Identify all lines in the listing that include the word "paths", and copy them out.

* [RECORDS FOR THE TASK]:
Segment Open
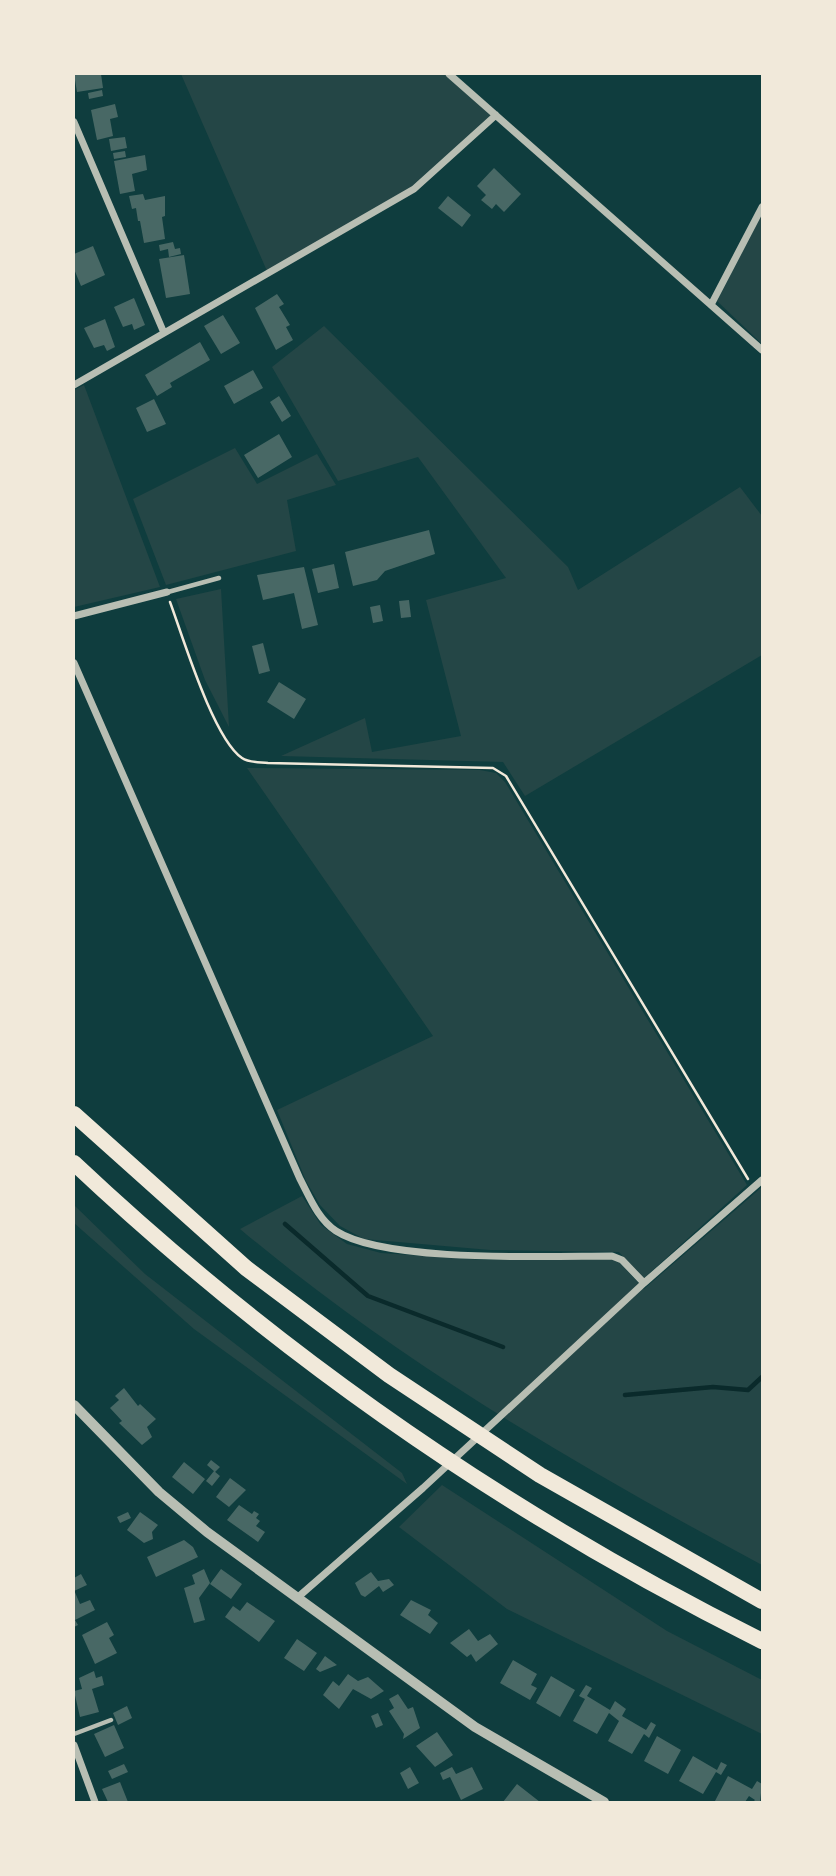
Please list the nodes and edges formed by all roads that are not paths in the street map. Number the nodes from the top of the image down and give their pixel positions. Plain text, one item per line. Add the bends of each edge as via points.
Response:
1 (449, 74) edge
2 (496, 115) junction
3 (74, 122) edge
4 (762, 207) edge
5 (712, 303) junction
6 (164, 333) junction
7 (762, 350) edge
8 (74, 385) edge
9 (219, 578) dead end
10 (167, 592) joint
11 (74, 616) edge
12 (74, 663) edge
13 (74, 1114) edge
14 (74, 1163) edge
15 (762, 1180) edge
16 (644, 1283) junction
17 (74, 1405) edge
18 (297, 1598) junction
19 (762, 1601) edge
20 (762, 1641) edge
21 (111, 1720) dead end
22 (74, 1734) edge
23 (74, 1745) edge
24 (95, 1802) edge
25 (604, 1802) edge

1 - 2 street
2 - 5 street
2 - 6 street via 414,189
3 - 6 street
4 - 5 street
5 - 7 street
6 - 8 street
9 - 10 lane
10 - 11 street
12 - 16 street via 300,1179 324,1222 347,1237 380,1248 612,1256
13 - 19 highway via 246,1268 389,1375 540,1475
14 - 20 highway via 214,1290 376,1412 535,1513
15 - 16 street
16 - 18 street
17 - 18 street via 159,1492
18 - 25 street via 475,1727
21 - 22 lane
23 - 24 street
Segment Closed
Segment Open
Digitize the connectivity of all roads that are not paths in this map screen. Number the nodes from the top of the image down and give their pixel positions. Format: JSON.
Segment Closed
* [SOLUTION]:
Please list the nodes and edges formed by all roads that are not paths in the street map. Number the nodes from the top of the image down and give their pixel positions. Plain text, one item per line. Add the bends of each edge as via points.
Digitize the connectivity of all roads that are not paths in this map screen. Number the nodes from the top of the image down and give their pixel positions. Format: JSON.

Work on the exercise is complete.